— Что еще, давай?
— А тебе Элла Вадимовна разве не говорила?
— Нет.
Казик осмотрел верстаки.
— Распили пополам эту штуку, — и подкатил Кольке тяжеленную свинцовую чушку. — Только побыстрее.
Он еще постоял рядом, наблюдая, как Колька закрепляет чушку в тисках, и отошел, притих у своего верстака.
Колька начал пилить.
Свинец, по сравнению с железом, мягок, его можно резать ножом и, казалось бы, что стоит распилить ножовкой: раз-два — и готово. Но лишь полотно ножовки вошло в чушку, оно будто увязло там, ни вперед ни назад. Заклинило, и все!
Колька вспотел, даже рубашка прилипла к спине. А проклятая пила почти не вгрызалась в свинец, будто Колька ломом, а не пилой водил по чушке.
— Ну как дела двигаются? — спросил Казик, через плечо глянув на Кольку. — Ты поторапливайся, не спи.
— Двигаются, — буркнул Колька. Снял пальто, положил рядом на табурет.
Казик вышел куда-то, а Колька пилил до тех пор, пока не закружилась голова и перед глазами поползли темные расширяющиеся круги. Чтобы не упасть, он уцепился за край верстака, присел на табурет. И, выждав немного, пересилив минутную слабость, снова поднялся.
Руки и ноги у него дрожали, учащенно где-то возле самого горла колотилось сердце. Позади стукнула дверь. Он распрямился, чтобы смахнуть забивающий глаза пот, глубоко выдохнул, как выкинутая на берег рыба, мельком глянул на вошедшего Казика и…

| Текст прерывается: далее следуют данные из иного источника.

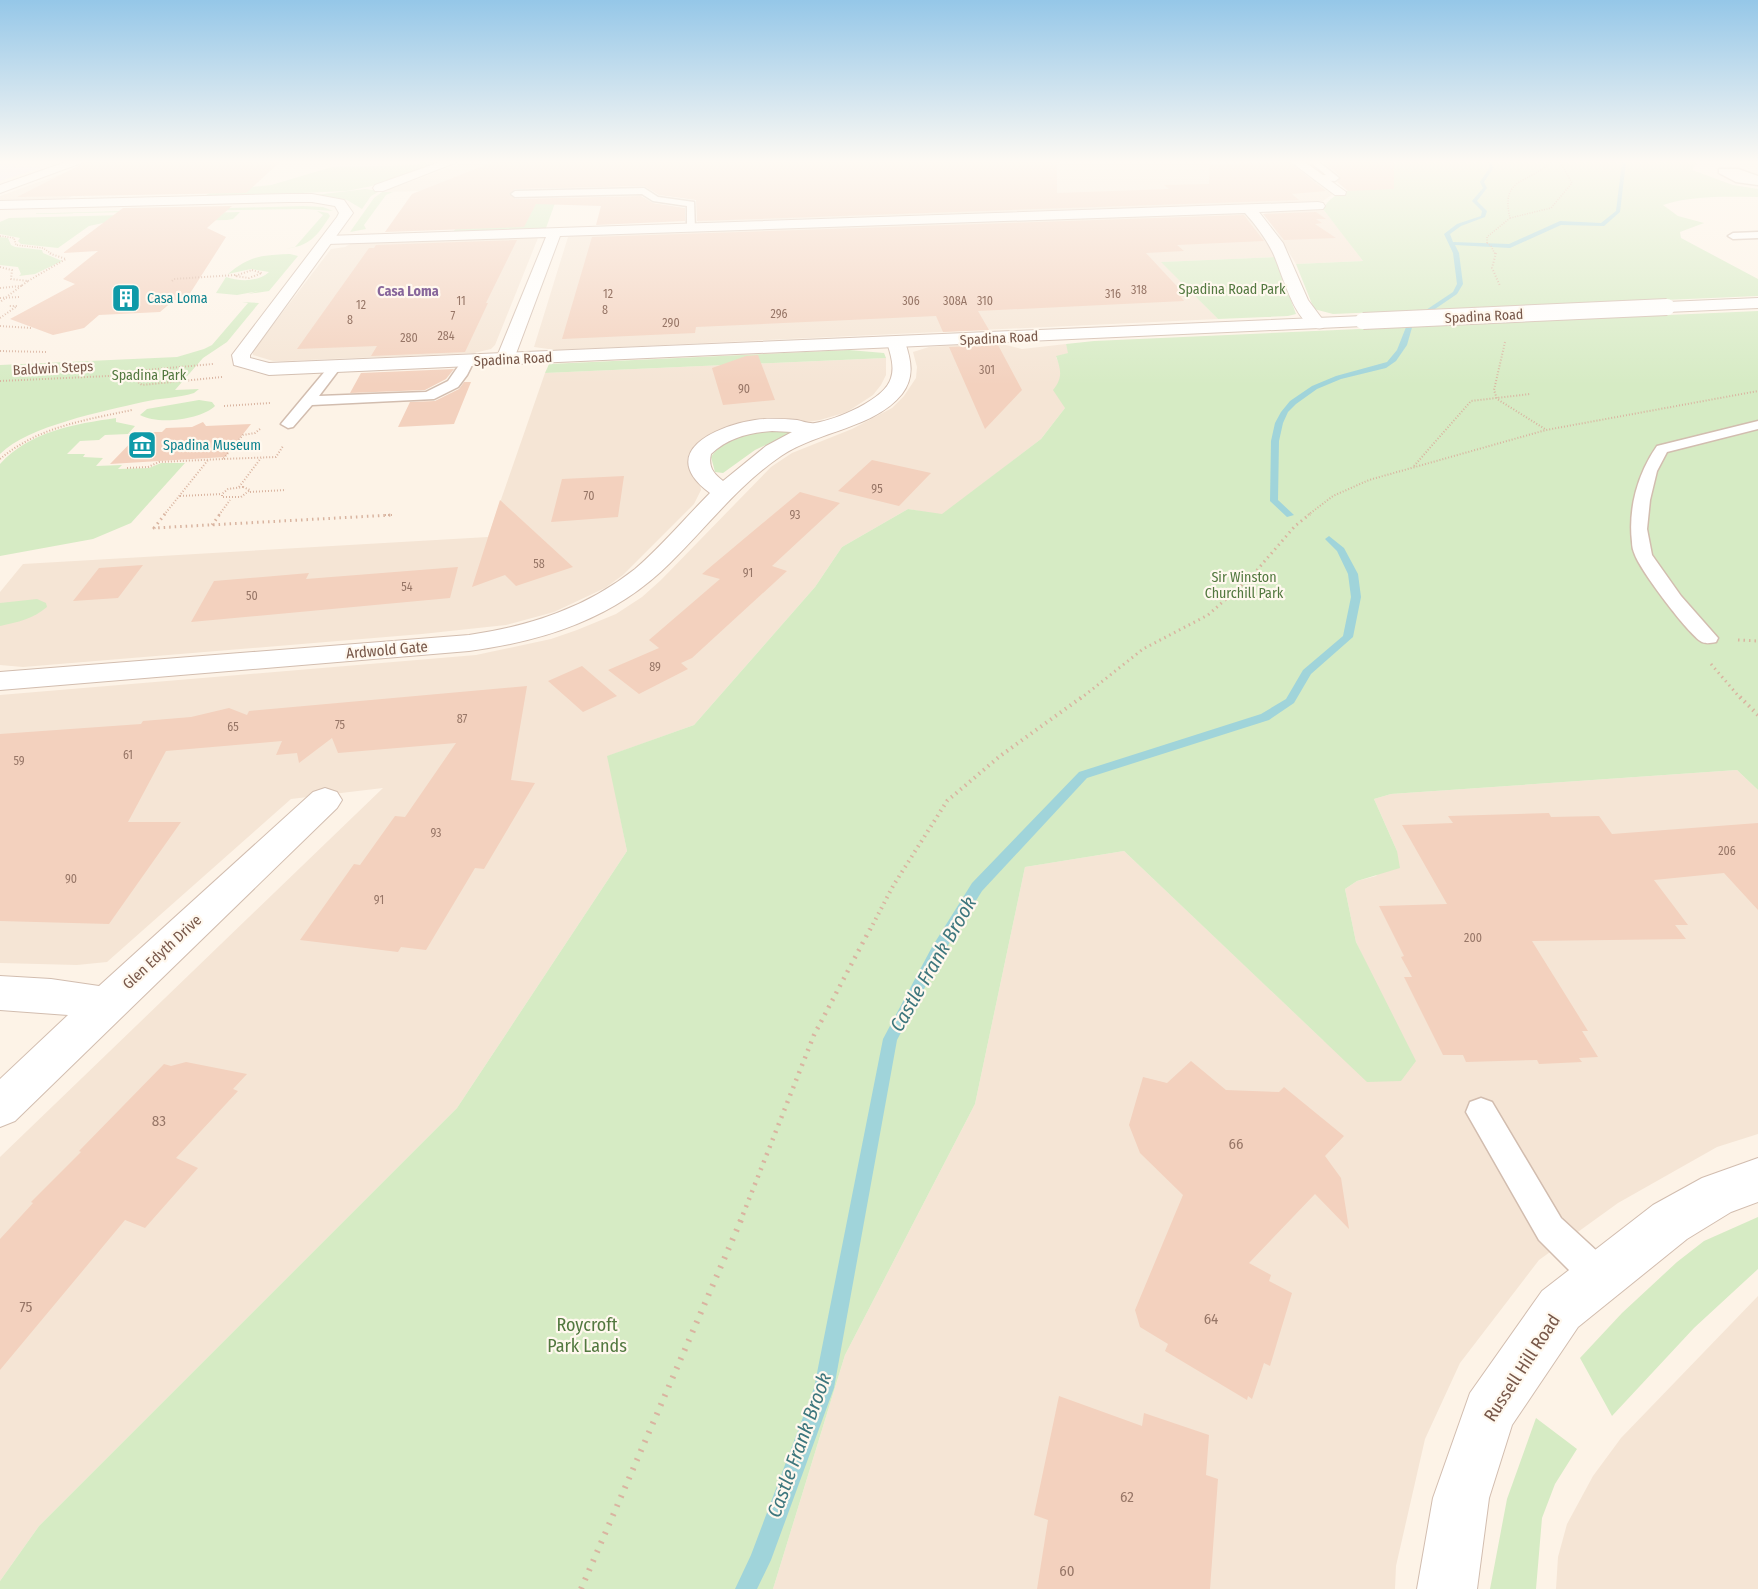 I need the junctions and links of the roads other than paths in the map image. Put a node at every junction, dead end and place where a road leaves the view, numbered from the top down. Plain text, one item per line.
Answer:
1 (330, 236) edge
2 (437, 236) edge
3 (553, 236) edge
4 (1270, 236) edge
5 (327, 240) junction
6 (1755, 305) edge
7 (1317, 324) junction
8 (896, 342) junction
9 (505, 359) junction
10 (468, 361) junction
11 (335, 367) junction
12 (308, 401) junction
13 (1758, 425) edge
14 (814, 430) junction
15 (288, 431) road end
16 (723, 492) junction
17 (1709, 638) road end
18 (0, 681) edge
19 (325, 800) dead end
20 (0, 993) edge
21 (106, 1004) junction
22 (0, 1107) edge
23 (1480, 1112) dead end
24 (1758, 1180) edge
25 (1599, 1276) junction
26 (1447, 1589) edge

1 - 5 street
2 - 5 street
3 - 9 street
4 - 7 street
5 - 11 street, Spadina Road
6 - 7 street, Spadina Road, bridge
7 - 8 street, Spadina Road
8 - 9 street, Spadina Road
8 - 14 street, Ardwold Gate
9 - 10 street, Spadina Road
10 - 11 street, Spadina Road
10 - 12 lane
11 - 12 lane
12 - 15 lane
13 - 17 lane
14 - 16 street, Ardwold Gate
14 - 16 street, Ardwold Gate
16 - 18 street, Ardwold Gate
19 - 21 street, Glen Edyth Drive
20 - 21 street
21 - 22 street, Glen Edyth Drive
23 - 25 lane
24 - 25 street, Russell Hill Road
25 - 26 street, Russell Hill Road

Казик улыбался. Нет, не просто так, он улыбался насмешливо, как улыбается человек, в чем-то проведший добродушного простачка.
— Ну ладно, хватит. Молодец. Одевайся теперь, а то простудишься.
И Колька понял все. Никому не нужна эта работа. Никому! Может быть, в другое время Колька среагировал бы по-иному. Но сейчас… Когда… Он сразу вспомнил почему-то, как директор предложил ему поднять пресс-папье.
— Нет, почему же. Я докончу, — сказал Колька, сглатывая слезы. И продолжал пилить. От злости, от обиды вроде бы и силы прибавилось. До боли сжимая зубы, он видел сейчас только белый неровный надрез на чушке да темное, медленно ползущее полотно пилы.
— Хватит, — повторил Казик. И голос его дрогнул и изменился. — Я шучу.
Но Колька пилил.
— Я же пошутил, ты слышишь? Кончай!
Никогда еще Колька не испытывал такого желания завершить начатое, как сейчас. Он почти задыхался. Упершись в верстак коленом, тянул пилу на себя, затем, хрипя, валился на нее.
— Ну и пили, пили, фиг с тобой! Пили, хоть подохни! Не жалко! — раздраженно крикнул Казик. — Показать себя хочешь? Показывай! Показывай, а я посмотрю!
Он сел рядом, демонстративно закинув ногу на ногу.
«Распилю, — упрямо думал Колька. — Хотя и в самом деле умру здесь, а распилю».